**Instructions to follow**
Among the lines below, list those containing the string "hand".

::::::

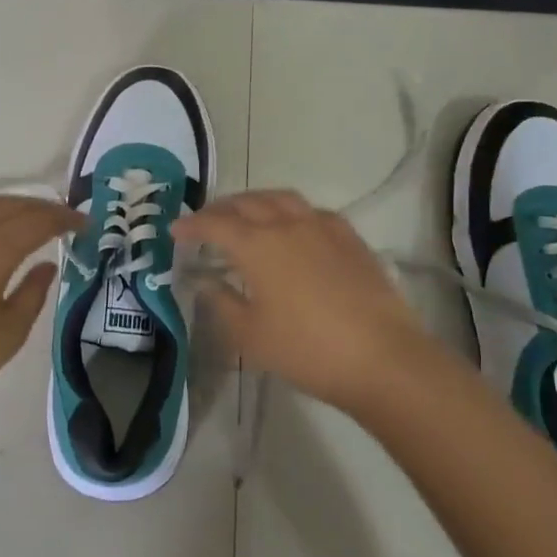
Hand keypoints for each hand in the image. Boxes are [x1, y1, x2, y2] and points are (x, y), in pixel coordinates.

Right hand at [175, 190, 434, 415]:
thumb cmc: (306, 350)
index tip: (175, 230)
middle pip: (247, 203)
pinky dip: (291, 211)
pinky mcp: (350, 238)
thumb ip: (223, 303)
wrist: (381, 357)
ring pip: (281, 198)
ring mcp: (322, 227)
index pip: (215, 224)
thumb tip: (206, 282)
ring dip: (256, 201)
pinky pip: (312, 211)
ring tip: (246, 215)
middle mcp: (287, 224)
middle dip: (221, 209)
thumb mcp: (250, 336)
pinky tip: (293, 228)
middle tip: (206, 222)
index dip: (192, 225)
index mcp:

::::::

**Written solution**
Hand keypoints for each hand in the image. Boxes are [x1, y1, x2, y2] and points are (x, y), in pixel coordinates.
Right hand at [175, 190, 434, 415]:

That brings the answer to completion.